##### RECORDS FOR THE EXERCISE #####

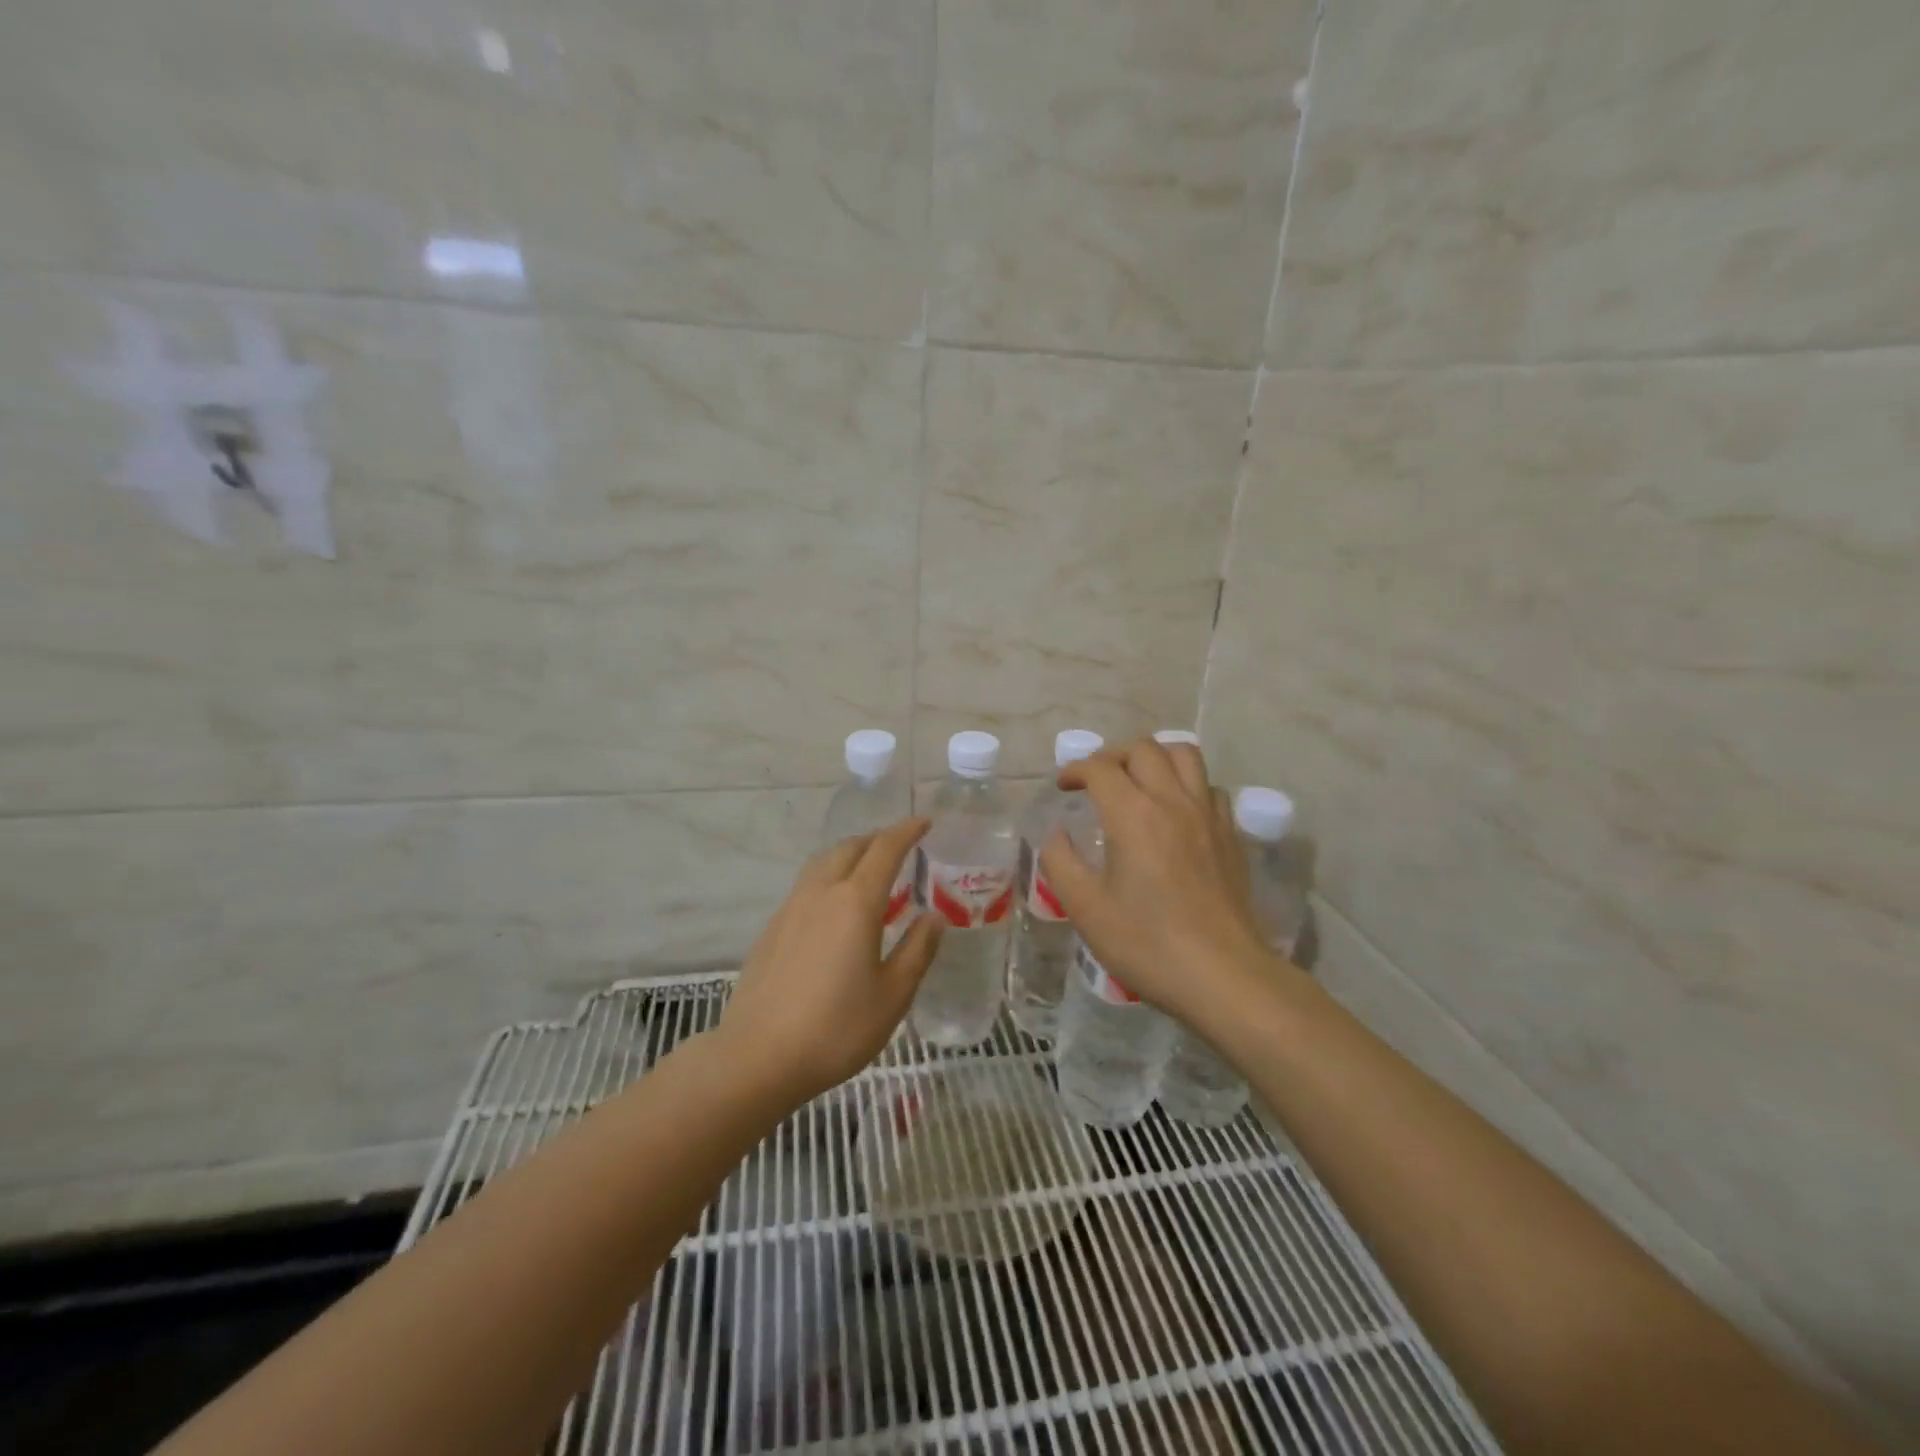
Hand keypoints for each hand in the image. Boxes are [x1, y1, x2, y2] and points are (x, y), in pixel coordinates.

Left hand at [717, 818, 941, 1104]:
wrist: (758, 1057)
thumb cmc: (836, 1028)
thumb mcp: (893, 995)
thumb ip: (917, 950)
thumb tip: (933, 917)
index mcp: (855, 902)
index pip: (885, 849)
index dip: (907, 831)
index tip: (925, 822)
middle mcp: (821, 893)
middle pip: (850, 847)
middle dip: (878, 838)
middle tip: (901, 846)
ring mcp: (791, 907)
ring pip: (824, 862)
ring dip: (850, 854)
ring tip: (869, 869)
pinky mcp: (773, 927)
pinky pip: (807, 884)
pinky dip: (830, 876)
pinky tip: (835, 906)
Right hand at [1040, 738, 1275, 1026]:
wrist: (1222, 975)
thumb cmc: (1146, 944)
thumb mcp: (1086, 909)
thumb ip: (1061, 862)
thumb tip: (1055, 834)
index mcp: (1132, 815)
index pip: (1100, 768)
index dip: (1075, 769)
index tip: (1063, 786)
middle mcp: (1172, 801)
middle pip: (1144, 748)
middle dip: (1112, 755)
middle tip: (1096, 781)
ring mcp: (1207, 815)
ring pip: (1185, 755)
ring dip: (1155, 758)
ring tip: (1138, 781)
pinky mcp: (1230, 834)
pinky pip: (1209, 787)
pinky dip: (1187, 784)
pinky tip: (1175, 811)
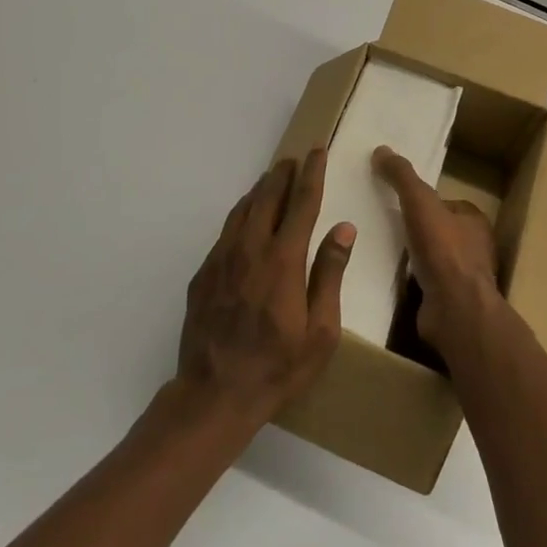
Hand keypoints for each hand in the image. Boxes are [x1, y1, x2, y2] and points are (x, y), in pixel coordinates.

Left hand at [176, 150, 355, 427]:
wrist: (214, 394)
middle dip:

#####

In the entries above, please find the line with "thumb ip: (1061, 862)" and the line with "pinky tip: (1175, 811)", then write out exactly those two lines and every line between them, and nothing more.

* _EXERCISE RESPONSE_
thumb ip: (1061, 862)
thumb tip: (1055, 834)
index mcp: (1132, 815)
index pip: (1100, 768)
index dip: (1075, 769)
index tip: (1063, 786)
middle mcp: (1172, 801)
middle pip: (1144, 748)
middle dip: (1112, 755)
middle tip: (1096, 781)
ring mcp: (1207, 815)
ring pip: (1185, 755)
ring dip: (1155, 758)
ring tip: (1138, 781)
pinky mcp: (1230, 834)
pinky pip: (1209, 787)
pinky dip: (1187, 784)
pinky tip: (1175, 811)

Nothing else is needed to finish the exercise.